* **What is expected**
List each line of the data that holds the string "wherever".

* **Listed records**
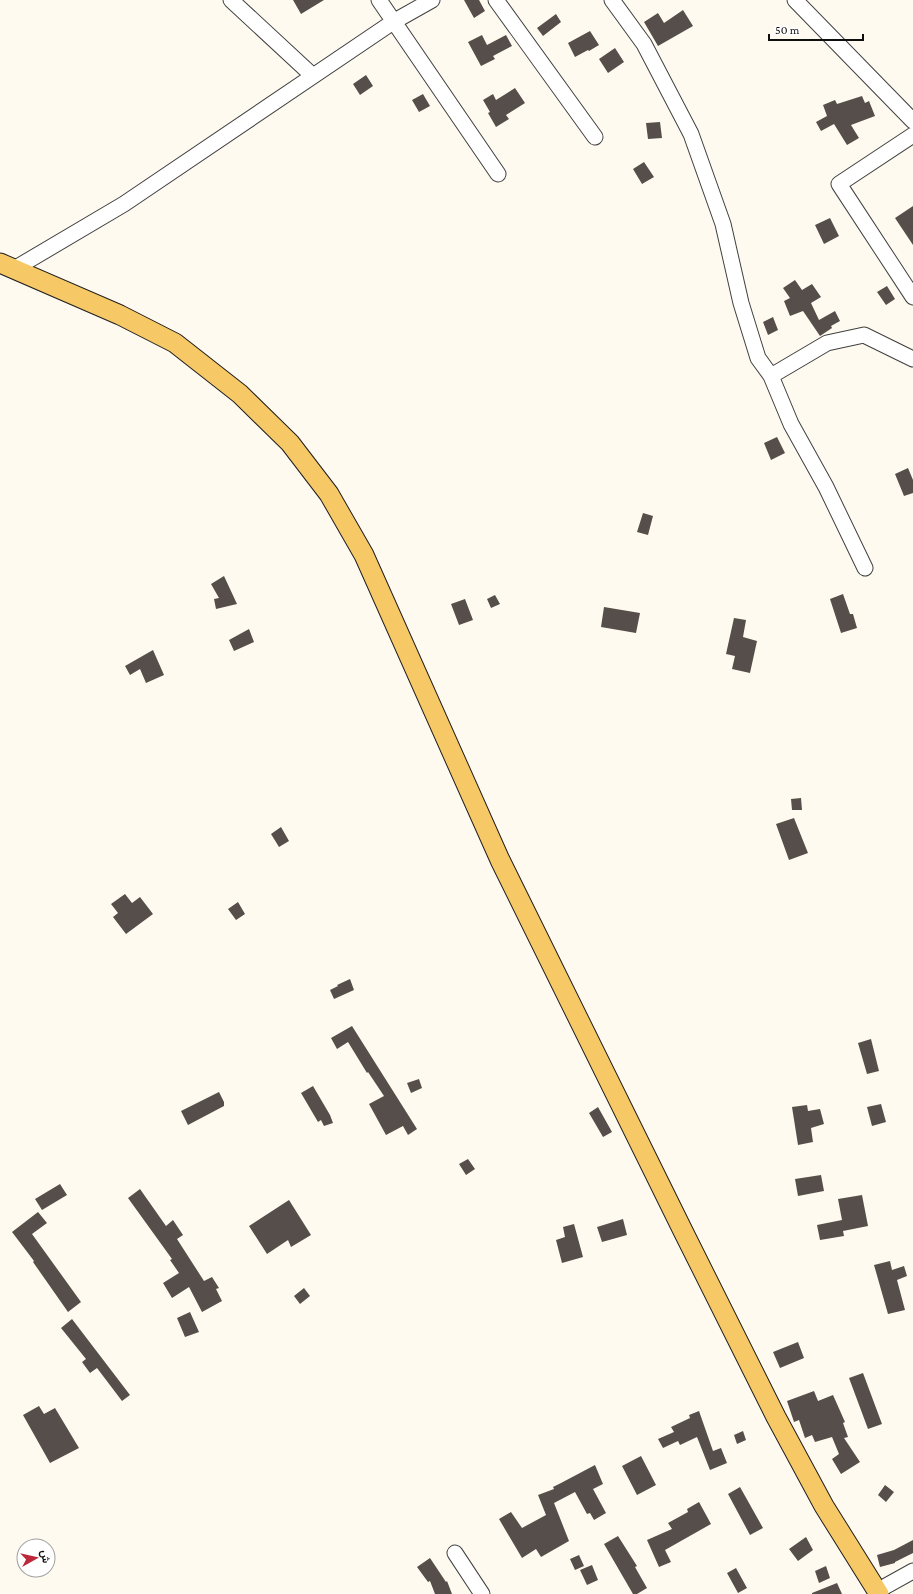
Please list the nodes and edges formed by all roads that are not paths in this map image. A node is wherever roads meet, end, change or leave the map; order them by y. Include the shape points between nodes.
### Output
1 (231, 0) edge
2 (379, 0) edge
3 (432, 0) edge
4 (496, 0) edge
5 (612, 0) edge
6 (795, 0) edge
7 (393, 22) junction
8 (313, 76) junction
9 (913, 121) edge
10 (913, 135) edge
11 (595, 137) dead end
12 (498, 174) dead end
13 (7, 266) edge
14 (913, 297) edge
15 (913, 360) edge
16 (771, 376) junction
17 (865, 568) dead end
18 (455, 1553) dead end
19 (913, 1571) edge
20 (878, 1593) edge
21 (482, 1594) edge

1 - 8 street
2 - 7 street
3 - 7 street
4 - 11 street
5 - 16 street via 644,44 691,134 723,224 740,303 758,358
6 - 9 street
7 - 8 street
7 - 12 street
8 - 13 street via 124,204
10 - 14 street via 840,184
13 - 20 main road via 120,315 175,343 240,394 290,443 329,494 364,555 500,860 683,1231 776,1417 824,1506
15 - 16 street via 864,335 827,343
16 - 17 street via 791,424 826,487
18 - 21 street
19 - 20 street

* * *

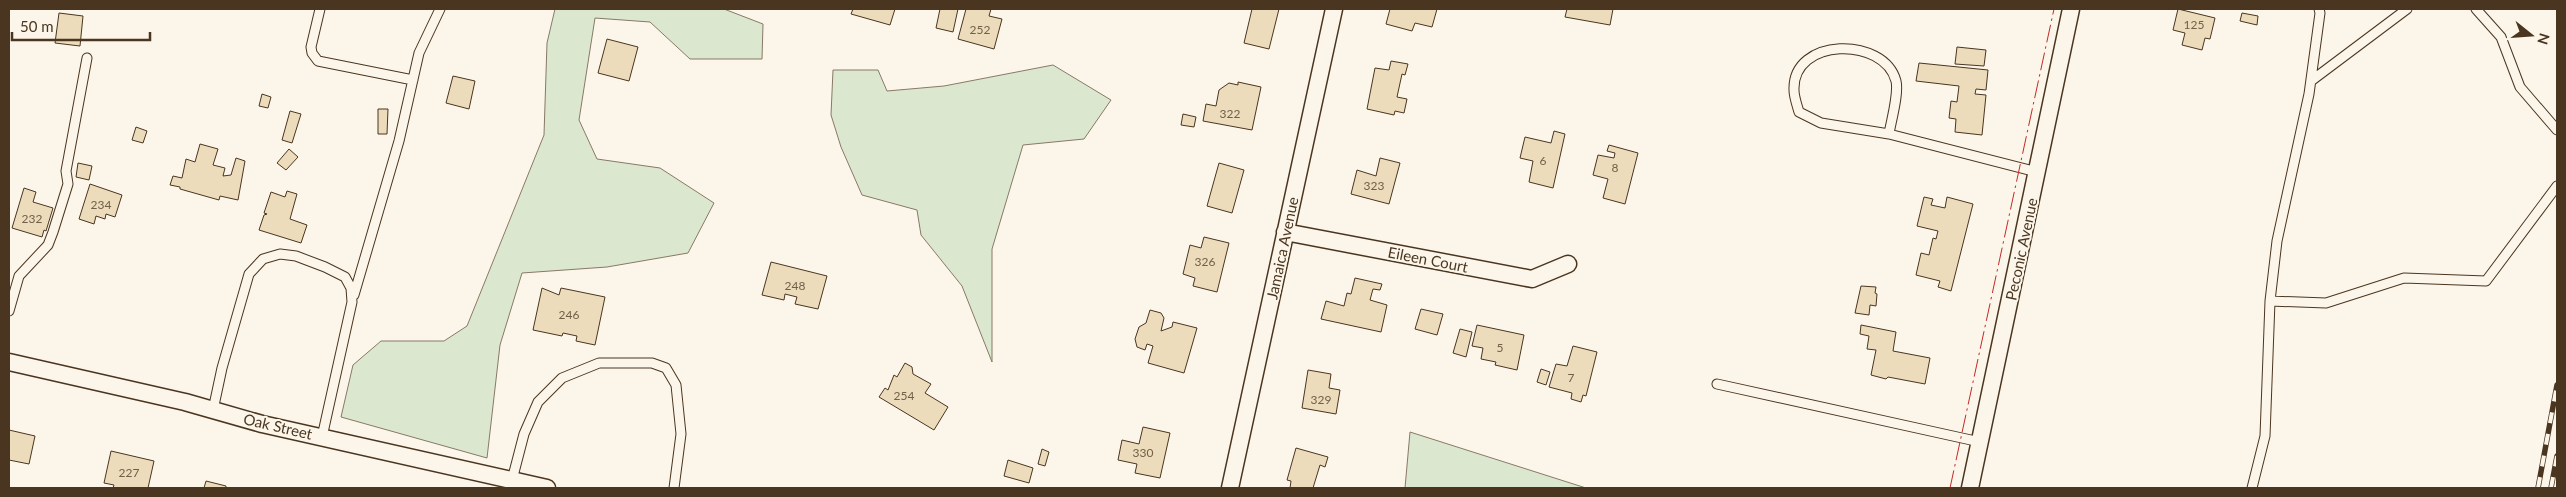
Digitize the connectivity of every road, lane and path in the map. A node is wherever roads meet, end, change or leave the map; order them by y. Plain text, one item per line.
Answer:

--

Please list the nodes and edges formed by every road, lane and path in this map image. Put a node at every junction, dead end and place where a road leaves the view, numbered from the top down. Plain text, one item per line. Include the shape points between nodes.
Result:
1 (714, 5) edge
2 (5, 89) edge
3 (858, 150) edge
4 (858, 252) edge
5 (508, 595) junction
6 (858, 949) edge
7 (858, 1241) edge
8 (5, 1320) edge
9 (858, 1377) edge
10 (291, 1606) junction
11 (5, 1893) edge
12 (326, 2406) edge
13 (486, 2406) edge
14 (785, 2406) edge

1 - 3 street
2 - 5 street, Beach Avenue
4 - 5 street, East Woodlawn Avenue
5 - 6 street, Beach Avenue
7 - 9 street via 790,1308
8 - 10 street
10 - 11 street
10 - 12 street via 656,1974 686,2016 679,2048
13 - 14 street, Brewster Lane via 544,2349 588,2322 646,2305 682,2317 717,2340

* **Response**
Please list the nodes and edges formed by all roads that are not paths in this map image. A node is wherever roads meet, end, change or leave the map; order them by y. Include the shape points between nodes.
Digitize the connectivity of every road, lane and path in the map. A node is wherever roads meet, end, change or leave the map; order them by y. Plain text, one item per line.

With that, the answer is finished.